Daniela Dessì è morta, lirica in lutto per la “Tosca” d’Italia

Pubblicato il 22 agosto 2016 09.26 | Ultimo aggiornamento: 22 agosto 2016 09.52

Tags:

 

R OMA – Nei teatri del mondo la chiamavano “Tosca”, tanto era amata la sua interpretazione del celeberrimo personaggio di Puccini. Ma Daniela Dessì, “Tosca d’Italia e del mondo”, grande soprano portata via la notte scorsa a soli 59 anni da una malattia fulminante, non era solo una voce pucciniana. Diretta dai più grandi, da Riccardo Muti a Claudio Abbado, da Lorin Maazel a Zubin Metha, Georges Pretre, James Levine, Giuseppe Sinopoli, Daniele Gatti, ha interpretato nella sua ricca carriera un repertorio vastissimo di personaggi, dalla Norma di Bellini all’Aida di Verdi, Desdemona nell’Otello, Violetta nella Traviata, a pieno titolo interprete di riferimento per il repertorio pucciniano, ma anche per quello verdiano, che adorava, e verista.

Tante e prestigiose le collaborazioni internazionali dell’artista, nata a Genova ma da tempo residente sul lago di Garda. Innumerevoli le interpretazioni, tra cui quelle delle eroine verdiane e pucciniane, e le collaborazioni con i più grandi teatri, dalla Scala di Milano al Metropolitan di New York, alla Deutsche Oper di Berlino. La soprano era andata anche al Festival di Sanremo, edizione numero 59 con il cantante Francesco Renga, in gara nella categoria Artisti con il brano ”Uomo senza età”.

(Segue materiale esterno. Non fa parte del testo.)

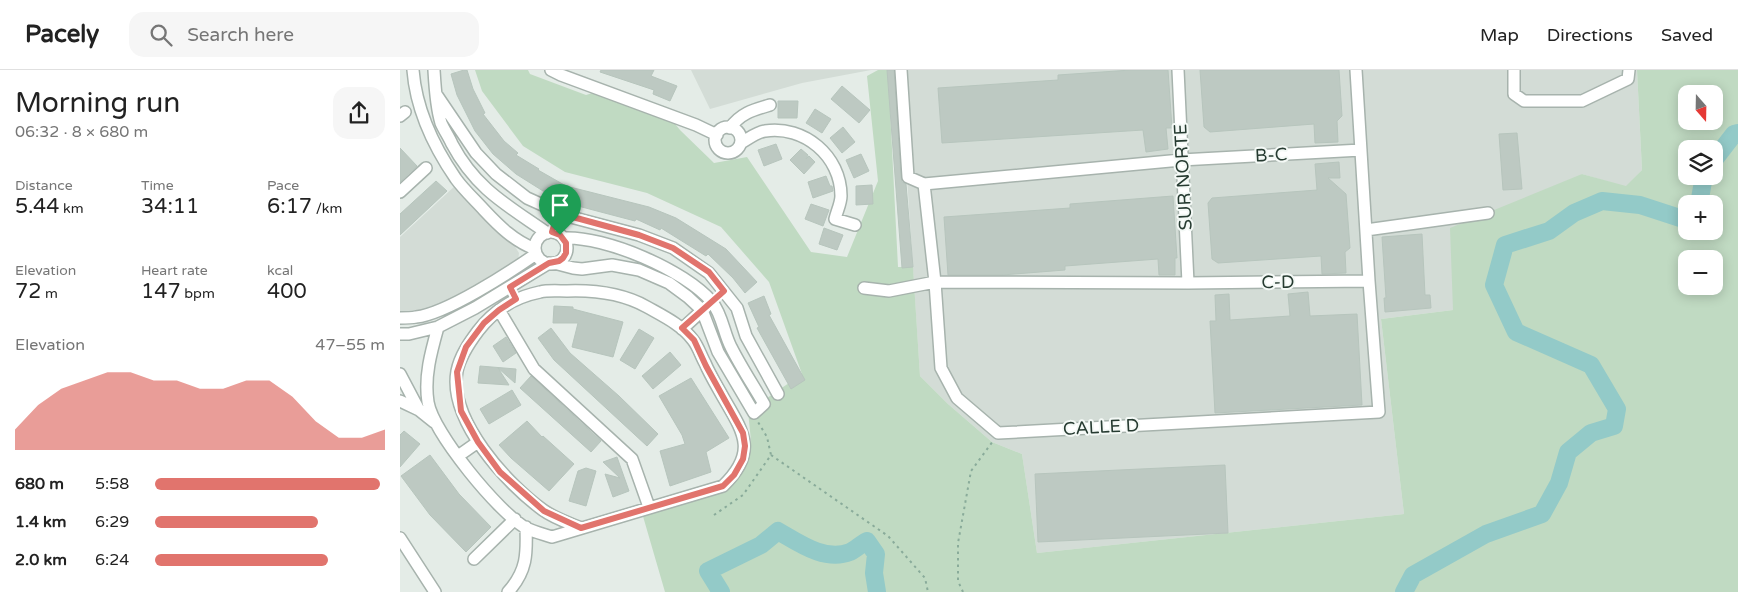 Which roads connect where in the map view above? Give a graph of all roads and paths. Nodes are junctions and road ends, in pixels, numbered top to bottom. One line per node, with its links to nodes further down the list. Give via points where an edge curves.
1 (414, 70): 24 (street, via 424,118 457,180 504,231)
2 (434, 70): 9 (street)
3 (551, 70): 12 (street)
4 (901, 70): 17 (street, via 908,177)
5 (1178, 70): 15 (street, SUR NORTE)
6 (1356, 70): 14 (street)
7 (1514, 70): 8 (street, via 1514,94 1524,101 1582,100 1628,79)
8 (1629, 70)
9 (436, 94): 20 (street, via 476,153 496,174 528,198); 23 (street, via 441,123 474,177 517,214)
10 (770, 106): 11 (street, via 749,111 736,119)
11 (730, 128): 12 (street, via 722,129); 13 (street, via 740,135)
12 (716, 135): 13 (street, via 716,144 724,152 733,152)
13 (741, 143): 21 (street, via 764,131 787,130 806,137 831,162 839,180 841,198 835,218)
14 (1361, 150): 15 (street, B-C); 22 (street)
15 (1182, 160): 17 (street, B-C); 28 (street, SUR NORTE)
16 (426, 168): 18 (street)
17 (924, 184): 27 (street)
18 (400, 192)
19 (1488, 213): 22 (street)
20 (563, 214): 23 (street); 31 (street, via 673,248 709,272)
21 (855, 225)
22 (1366, 230): 26 (street)
23 (555, 234): 24 (street, via 538,239); 25 (street, via 566,243 566,253 559,261); 33 (street, via 613,247 665,267 692,284)
24 (536, 251): 25 (street, via 544,262); 37 (street, via 521,265 444,309)
25 (551, 263): 29 (street); 36 (street, via 573,268 612,265 639,270 669,283)
26 (1369, 281): 28 (street, C-D); 48 (street, CALLE D, via 1379,412)
27 (936, 282): 28 (street, C-D); 30 (street, C-D, via 889,291); 48 (street, via 941,368 956,398)
28 (1188, 283)
29 (510, 287): 32 (street); 34 (street)
30 (864, 288)
31 (724, 291): 33 (street); 43 (street, via 737,308 746,336)
32 (516, 299): 35 (street); 40 (street, via 541,291 606,293 632,299)
33 (712, 303): 36 (street); 46 (street, via 731,346 764,404)
34 (475, 308): 38 (street); 39 (street)
35 (499, 310): 38 (street); 52 (street, via 534,369 632,459)
36 (702, 310): 40 (street); 46 (street, via 718,352)
37 (400, 318)
38 (484, 323): 49 (street, via 466,347 457,372 461,411)
39 (438, 327): 41 (street); 47 (street, via 430,353 427,380 428,404)
40 (682, 328): 52 (street, via 694,340 743,433 743,459 723,486)
41 (400, 334)
42 (400, 374): 45 (street)
43 (778, 394)
44 (400, 401): 45 (street)
45 (419, 410): 47 (street)
46 (754, 413): 50 (path)
47 (434, 422): 51 (street)
48 (998, 433): 62 (path, via 971,471 958,543 958,581)
49 (478, 442): 51 (street); 56 (street, via 500,472 544,511)
50 (771, 455): 53 (path, via 743,495); 61 (path, via 888,536 925,578)
51 (458, 456): 54 (street, via 481,487)
52 (648, 508): 56 (street)
53 (714, 515)
54 (515, 519): 55 (street); 58 (street)
55 (526, 527): 56 (street, via 552,537); 60 (street, via 527,554 521,575)
56 (581, 528)
57 (401, 540): 59 (street)
58 (474, 558)
59 (435, 592)
60 (508, 592)
61 (928, 592)
62 (963, 592)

In estate, proprio per curarsi dal male insorto violento in primavera, aveva coraggiosamente annullato i suoi impegni, comunque convinta, battagliera come sempre, di poter riprendere in autunno. Purtroppo non è stato così. “Abbiamo perso un’artista sublime, una mamma premurosa, una donna magnifica, una stella fulgida che con il suo canto luminoso e la sua arte eccelsa continuerà sempre a brillare come esempio immortale per tutti”, confida distrutto il suo compagno, il tenore Fabio Armilato, che insieme al figlio Jacopo l’ha assistita fino all’ultimo nella clinica Poliambulanza di Brescia, dove si è spenta.

Il mondo della lirica la piange commosso, così come il ministro della cultura Franceschini, che ricorda come la soprano, con “le sue tante interpretazioni ed il suo vasto repertorio ha dato lustro e prestigio alla tradizione dell’opera italiana nel mondo”. Da lei “interpretazioni indimenticabili”, scrive La Scala di Milano, dove si è esibita per quasi trent’anni. “La sua Fiordiligi in Così fan tutte e i suoi ruoli verdiani con Riccardo Muti (Alice Ford, Elisabetta di Valois, Messa da Requiem) e le sue interpretazioni di Puccini e Cilea restano tra le pagine indimenticabili della storia scaligera degli ultimi decenni”. Un cordoglio affettuoso a cui si uniscono via via attoniti la Fondazione Pergolesi (“artista immensa”) l’Opera di Macerata (“grande voce”) il Teatro Carlo Felice di Genova (“straordinaria interprete”) con tutta la regione, di cui la cantante, nata a Genova il 14 maggio 1957, era originaria.

A Palermo il Massimo le dedicherà la prima della Butterfly che andrà in scena il 16 settembre: “E’ l’ultima opera che ha cantato nel nostro teatro”, ricorda commosso il sovrintendente Francesco Giambrone. Diplomata in canto e pianoforte al Conservatorio di Parma, specializzata a Siena, Daniela Dessi’ raccontava di aver scoperto bambina, a 11 anni di avere “una voce importante”, anche se allora alla lirica – cui l’aveva introdotta una zia – preferiva la musica sinfonica. Il debutto a 18 anni e poi per lei si sono aperte dei teatri più importanti dalla Scala di Milano allo Staatsoper di Vienna, dall’Opera di Roma al Metropolitan di New York, sempre applaudita, con un repertorio che via via si è arricchito allargandosi fino a comprendere un arco di tempo che dal Barocco e dal Settecento Musicale con le grandi interpretazioni mozartiane, arriva, attraverso le opere ottocentesche da Rossini a Verdi, fino al primo Novecento. Senza temere qualche contaminazione con la musica pop, come quella volta – era il 2009 – che salì ospite di Francesco Renga sul palco sanremese dell’Ariston. I funerali il 23 agosto nel Duomo di Brescia.